[Stored entries]

- Opening Delimiter -

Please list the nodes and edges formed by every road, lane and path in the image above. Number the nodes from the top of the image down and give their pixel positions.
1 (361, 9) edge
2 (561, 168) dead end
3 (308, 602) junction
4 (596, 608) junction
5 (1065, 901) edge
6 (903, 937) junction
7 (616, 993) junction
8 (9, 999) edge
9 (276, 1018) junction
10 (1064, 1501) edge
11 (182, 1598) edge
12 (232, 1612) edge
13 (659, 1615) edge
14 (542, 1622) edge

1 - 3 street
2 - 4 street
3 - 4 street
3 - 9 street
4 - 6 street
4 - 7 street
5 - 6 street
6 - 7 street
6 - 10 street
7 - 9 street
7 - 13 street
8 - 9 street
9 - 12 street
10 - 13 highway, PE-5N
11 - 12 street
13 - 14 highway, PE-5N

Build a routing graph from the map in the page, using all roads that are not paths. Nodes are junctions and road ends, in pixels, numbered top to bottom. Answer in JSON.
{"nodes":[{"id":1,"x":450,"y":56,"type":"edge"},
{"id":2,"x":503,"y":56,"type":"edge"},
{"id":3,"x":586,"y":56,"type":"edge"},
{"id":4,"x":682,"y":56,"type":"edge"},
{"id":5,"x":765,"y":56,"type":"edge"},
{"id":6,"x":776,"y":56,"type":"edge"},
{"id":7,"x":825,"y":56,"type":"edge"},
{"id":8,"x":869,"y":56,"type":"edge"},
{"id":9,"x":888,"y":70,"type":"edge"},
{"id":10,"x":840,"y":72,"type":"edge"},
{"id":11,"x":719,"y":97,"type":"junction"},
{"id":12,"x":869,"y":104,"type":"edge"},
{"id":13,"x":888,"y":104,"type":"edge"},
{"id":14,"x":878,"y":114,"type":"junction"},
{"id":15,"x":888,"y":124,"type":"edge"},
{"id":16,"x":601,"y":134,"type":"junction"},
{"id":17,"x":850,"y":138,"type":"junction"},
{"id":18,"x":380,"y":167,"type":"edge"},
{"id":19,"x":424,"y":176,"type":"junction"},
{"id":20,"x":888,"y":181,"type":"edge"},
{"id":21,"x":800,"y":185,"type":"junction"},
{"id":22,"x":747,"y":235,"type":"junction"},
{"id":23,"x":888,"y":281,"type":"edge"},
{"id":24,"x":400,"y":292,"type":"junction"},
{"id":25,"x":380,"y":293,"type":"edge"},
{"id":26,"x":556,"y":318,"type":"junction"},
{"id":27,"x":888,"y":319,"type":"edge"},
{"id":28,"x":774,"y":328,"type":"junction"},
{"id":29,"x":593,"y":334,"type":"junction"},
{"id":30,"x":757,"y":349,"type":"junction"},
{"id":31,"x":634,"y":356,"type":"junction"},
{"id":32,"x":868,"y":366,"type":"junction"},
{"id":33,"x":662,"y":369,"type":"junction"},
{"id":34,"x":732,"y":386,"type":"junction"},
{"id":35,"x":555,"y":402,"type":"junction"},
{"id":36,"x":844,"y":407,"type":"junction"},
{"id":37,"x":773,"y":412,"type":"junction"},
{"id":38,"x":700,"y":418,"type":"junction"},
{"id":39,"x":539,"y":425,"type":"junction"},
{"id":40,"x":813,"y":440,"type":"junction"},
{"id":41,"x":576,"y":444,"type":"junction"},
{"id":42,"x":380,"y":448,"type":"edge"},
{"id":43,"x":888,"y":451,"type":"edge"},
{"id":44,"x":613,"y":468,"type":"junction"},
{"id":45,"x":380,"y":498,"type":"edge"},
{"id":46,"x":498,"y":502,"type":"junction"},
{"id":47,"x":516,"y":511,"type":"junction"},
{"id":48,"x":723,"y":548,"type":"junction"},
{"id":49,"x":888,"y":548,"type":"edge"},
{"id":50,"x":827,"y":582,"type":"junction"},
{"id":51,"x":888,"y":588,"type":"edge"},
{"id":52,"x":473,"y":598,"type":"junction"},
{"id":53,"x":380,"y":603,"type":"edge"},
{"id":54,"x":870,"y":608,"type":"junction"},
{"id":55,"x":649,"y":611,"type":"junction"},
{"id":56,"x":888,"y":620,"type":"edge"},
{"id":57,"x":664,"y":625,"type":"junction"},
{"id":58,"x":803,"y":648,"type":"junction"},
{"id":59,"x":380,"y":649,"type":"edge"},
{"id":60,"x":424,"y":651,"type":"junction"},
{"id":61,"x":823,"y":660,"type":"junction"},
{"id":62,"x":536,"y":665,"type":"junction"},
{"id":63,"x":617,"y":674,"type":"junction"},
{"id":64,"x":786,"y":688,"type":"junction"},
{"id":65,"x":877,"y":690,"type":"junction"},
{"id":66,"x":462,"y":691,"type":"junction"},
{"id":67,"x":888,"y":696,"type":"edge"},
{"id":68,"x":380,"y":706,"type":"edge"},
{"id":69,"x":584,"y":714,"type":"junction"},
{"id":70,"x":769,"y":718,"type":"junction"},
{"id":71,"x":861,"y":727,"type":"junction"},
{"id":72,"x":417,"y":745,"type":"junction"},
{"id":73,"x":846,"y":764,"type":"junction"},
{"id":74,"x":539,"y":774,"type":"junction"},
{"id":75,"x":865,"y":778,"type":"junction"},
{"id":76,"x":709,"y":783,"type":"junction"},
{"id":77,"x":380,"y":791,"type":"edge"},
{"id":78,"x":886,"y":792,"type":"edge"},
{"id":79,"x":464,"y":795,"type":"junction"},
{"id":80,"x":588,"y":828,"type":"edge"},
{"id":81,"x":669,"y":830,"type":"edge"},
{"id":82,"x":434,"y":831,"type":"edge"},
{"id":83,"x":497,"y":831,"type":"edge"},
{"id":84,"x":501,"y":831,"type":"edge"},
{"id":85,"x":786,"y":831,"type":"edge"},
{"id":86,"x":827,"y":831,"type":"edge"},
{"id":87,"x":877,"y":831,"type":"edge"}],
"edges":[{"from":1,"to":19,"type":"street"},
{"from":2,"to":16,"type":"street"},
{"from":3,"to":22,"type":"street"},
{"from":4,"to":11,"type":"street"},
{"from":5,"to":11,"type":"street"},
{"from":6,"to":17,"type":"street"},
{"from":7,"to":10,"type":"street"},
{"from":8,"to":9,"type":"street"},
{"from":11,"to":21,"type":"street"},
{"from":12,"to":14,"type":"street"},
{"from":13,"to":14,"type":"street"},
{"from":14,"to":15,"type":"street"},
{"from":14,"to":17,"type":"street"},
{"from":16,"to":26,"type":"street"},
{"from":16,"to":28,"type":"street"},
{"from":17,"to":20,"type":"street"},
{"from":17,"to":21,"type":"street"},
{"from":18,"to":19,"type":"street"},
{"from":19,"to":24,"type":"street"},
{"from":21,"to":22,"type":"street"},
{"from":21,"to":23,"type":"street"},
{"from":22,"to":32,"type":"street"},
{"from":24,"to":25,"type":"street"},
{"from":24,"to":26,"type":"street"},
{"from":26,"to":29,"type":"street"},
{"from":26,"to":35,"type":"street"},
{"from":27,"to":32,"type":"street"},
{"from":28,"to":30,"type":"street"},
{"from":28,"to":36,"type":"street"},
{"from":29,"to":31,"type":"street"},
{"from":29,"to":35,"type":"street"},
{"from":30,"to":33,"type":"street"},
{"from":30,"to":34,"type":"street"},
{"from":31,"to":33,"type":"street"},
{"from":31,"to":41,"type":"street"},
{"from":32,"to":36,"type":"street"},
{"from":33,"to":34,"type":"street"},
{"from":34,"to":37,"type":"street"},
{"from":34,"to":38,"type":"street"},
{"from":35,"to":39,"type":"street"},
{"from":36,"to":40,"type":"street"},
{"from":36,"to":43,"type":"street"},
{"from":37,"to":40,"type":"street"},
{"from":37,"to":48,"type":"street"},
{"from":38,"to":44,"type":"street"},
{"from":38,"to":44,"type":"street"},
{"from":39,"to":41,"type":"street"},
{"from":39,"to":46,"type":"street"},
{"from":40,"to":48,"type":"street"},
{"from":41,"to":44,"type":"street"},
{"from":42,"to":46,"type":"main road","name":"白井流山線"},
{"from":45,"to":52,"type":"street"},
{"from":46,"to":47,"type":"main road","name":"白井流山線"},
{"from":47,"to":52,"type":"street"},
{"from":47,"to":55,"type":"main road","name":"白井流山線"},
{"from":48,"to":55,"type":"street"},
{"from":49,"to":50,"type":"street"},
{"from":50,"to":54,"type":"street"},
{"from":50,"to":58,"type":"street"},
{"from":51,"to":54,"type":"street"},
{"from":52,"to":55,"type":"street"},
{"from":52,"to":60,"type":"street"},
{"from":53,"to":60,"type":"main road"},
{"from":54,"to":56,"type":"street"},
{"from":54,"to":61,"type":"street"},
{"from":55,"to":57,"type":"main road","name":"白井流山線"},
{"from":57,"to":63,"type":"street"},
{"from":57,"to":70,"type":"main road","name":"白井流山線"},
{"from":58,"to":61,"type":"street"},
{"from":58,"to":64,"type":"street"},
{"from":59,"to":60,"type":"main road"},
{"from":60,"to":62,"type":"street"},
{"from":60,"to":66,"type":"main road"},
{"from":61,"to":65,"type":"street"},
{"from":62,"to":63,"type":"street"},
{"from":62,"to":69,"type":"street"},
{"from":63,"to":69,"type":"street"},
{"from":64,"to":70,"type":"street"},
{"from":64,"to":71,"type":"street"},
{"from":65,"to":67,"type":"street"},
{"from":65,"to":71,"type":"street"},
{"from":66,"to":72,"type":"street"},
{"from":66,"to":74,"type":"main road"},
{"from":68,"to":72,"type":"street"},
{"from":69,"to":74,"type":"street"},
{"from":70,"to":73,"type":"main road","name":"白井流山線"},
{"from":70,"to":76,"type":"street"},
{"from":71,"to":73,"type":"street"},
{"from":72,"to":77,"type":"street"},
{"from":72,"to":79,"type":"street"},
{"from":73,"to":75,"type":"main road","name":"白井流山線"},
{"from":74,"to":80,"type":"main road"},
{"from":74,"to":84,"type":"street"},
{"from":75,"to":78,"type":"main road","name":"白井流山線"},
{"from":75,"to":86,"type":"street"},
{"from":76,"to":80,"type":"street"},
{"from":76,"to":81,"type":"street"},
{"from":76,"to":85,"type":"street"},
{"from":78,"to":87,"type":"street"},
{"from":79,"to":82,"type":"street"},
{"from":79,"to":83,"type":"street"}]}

- Closing Delimiter -

• Exercise details:
The lines that contain the word "edges" are wanted; copy each of them from the records.

• Task answer:
Please list the nodes and edges formed by every road, lane and path in the image above. Number the nodes from the top of the image down and give their pixel positions.
"edges":[{"from":1,"to":19,"type":"street"},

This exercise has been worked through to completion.